Developer of titration
He made some of the earliest known determinations of the quantities by weight in which acids saturate bases and bases acids. He realised that those amounts of different bases which can saturate the same quantity of a particular acid are equivalent to each other (see Titration).

He was thus led to conclude that chemistry is a branch of applied mathematics and to endeavour to trace a law according to which the quantities of different bases required to saturate a given acid formed an arithmetical progression, and the quantities of acids saturating a given base a geometric progression.

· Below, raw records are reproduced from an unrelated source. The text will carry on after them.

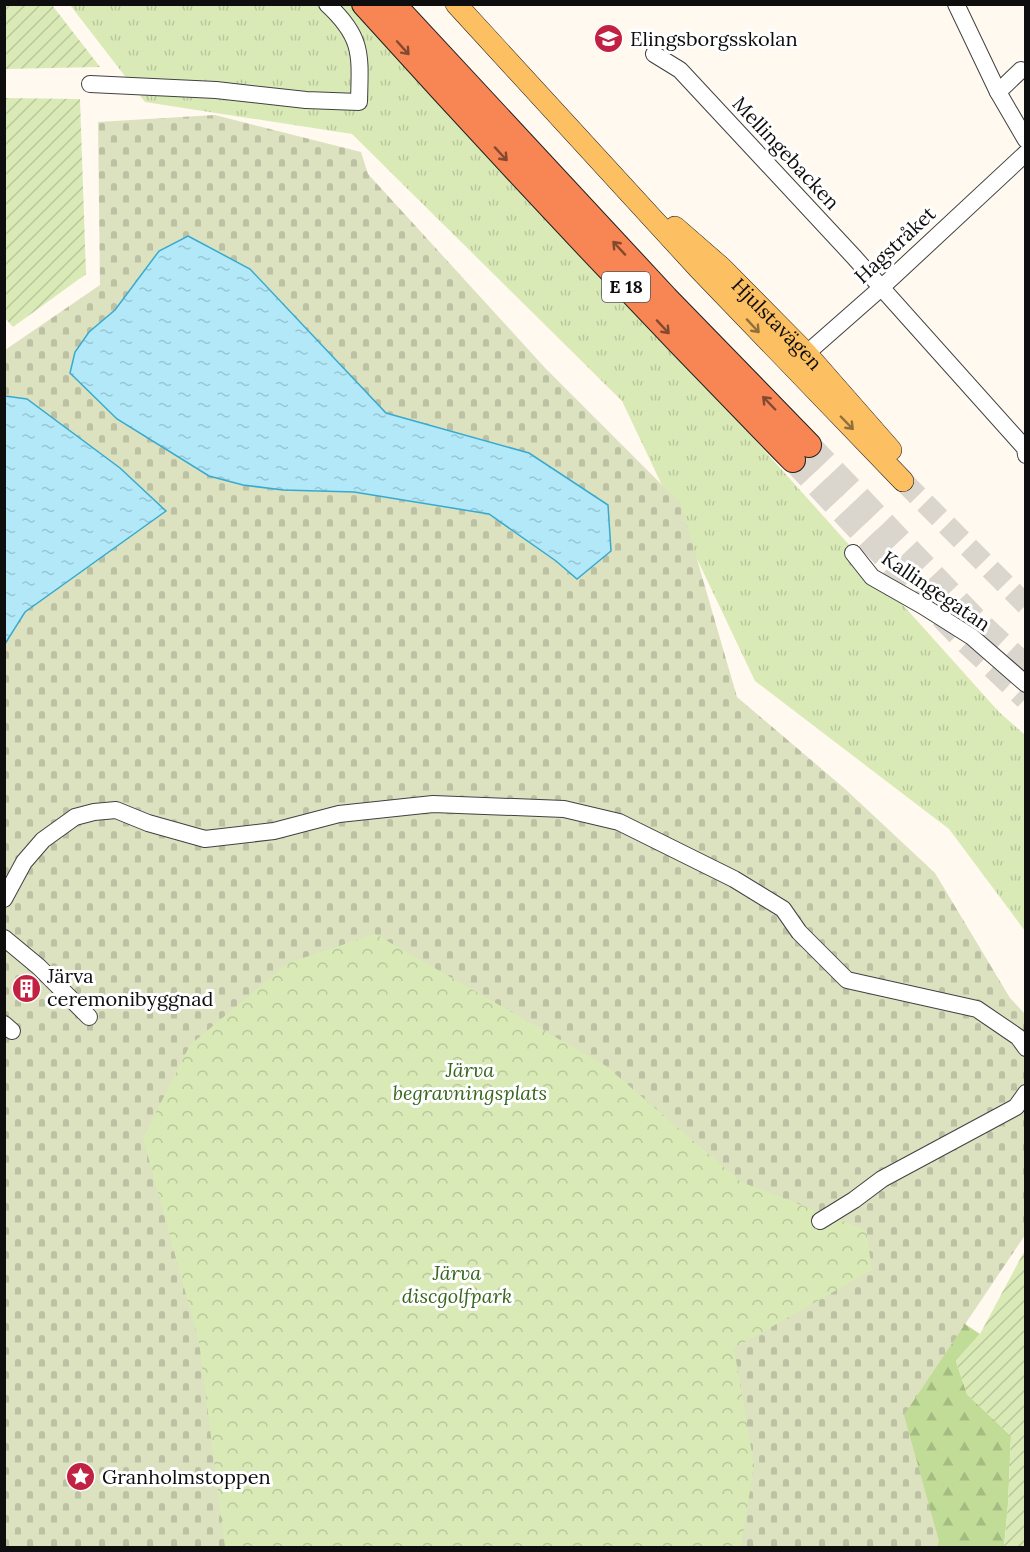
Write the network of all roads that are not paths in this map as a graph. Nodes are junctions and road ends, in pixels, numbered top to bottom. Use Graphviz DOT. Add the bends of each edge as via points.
graph roads {
  1 [pos="327,4"];
  2 [pos="364,4"];
  3 [pos="393,4"];
  4 [pos="456,4"];
  5 [pos="956,4"];
  6 [pos="654,54"];
  7 [pos="1021,70"];
  8 [pos="90,84"];
  9 [pos="998,92"];
  10 [pos="470,105"];
  11 [pos="1026,140"];
  12 [pos="1026,153"];
  13 [pos="881,288"];
  14 [pos="799,359"];
  15 [pos="801,453"];
  16 [pos="1026,455"];
  17 [pos="908,477"];
  18 [pos="853,553"];
  19 [pos="1026,684"];
  20 [pos="4,899"];
  21 [pos="4,938"];
  22 [pos="89,1017"];
  23 [pos="1026,1048"];
  24 [pos="1026,1093"];
  25 [pos="820,1221"];
  1 -- 8 [label="street" via="346,22 356,40 359,102"];
  2 -- 10 [label="highway, E 18, one-way"];
  3 -- 10 [label="highway, E 18"];
  4 -- 14 [label="main road, Hjulstavägen" via="698,268"];
  5 -- 9 [label="street"];
  6 -- 13 [label="street, Mellingebacken" via="680,70"];
  7 -- 9 [label="street"];
  9 -- 11 [label="street"];
  10 -- 15 [label="highway, E 18" via="671,335"];
  12 -- 13 [label="street, Hagstråket"];
  13 -- 14 [label="street, Hagstråket"];
  13 -- 16 [label="street, Mellingebacken" via="1025,448"];
  14 -- 17 [label="main road, Hjulstavägen"];
  18 -- 19 [label="street, Kallingegatan" via="872,577 972,637"];
  20 -- 23 [label="street" via="24,862 43,840 75,817 94,812 116,810 205,839 274,831 339,814 433,804 564,809 619,822 744,885 783,909 799,932 847,980 977,1009 1018,1037"];
  21 -- 22 [label="street"];
  24 -- 25 [label="street" via="1016,1107 882,1179"];
}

Law of definite proportions (stoichiometry)
Evidence for the existence of atoms was the law of definite proportions proposed by him in 1792. Richter found that the ratio by weight of the compounds consumed in a chemical reaction was always the same. It took 615 parts by weight of magnesia (MgO), for example, to neutralize 1000 parts by weight of sulfuric acid. From his data, Ernst Gottfried Fischer calculated in 1802 the first table of chemical equivalents, taking sulphuric acid as the standard with the figure 1000. When Joseph Proust reported his work on the constant composition of chemical compounds, the time was ripe for the reinvention of an atomic theory. The law of definite proportions and constant composition do not prove that atoms exist, but they are difficult to explain without assuming that chemical compounds are formed when atoms combine in constant proportions.

Publications
His results were published in Der Stochiometrie oder Messkunst chemischer Elemente (1792–1794), and Über die neueren Gegenstände in der Chemie (1792–1802), but it was long before they were properly appreciated. 
This was partly because some of his work was wrongly ascribed to Carl Wenzel by Jons Berzelius through a mistake which was only corrected in 1841 by Henri Hess, professor of chemistry at St. Petersburg, and author of the laws of constant heat-sums and of thermoneutrality.

Later work
Between 1792 and 1794 he published a three-volume summary of his work on the law of definite proportions. In this book Richter introduced the term stoichiometry, which he defined as the art of chemical measurements, which has to deal with the laws according to which substances unite to form chemical compounds.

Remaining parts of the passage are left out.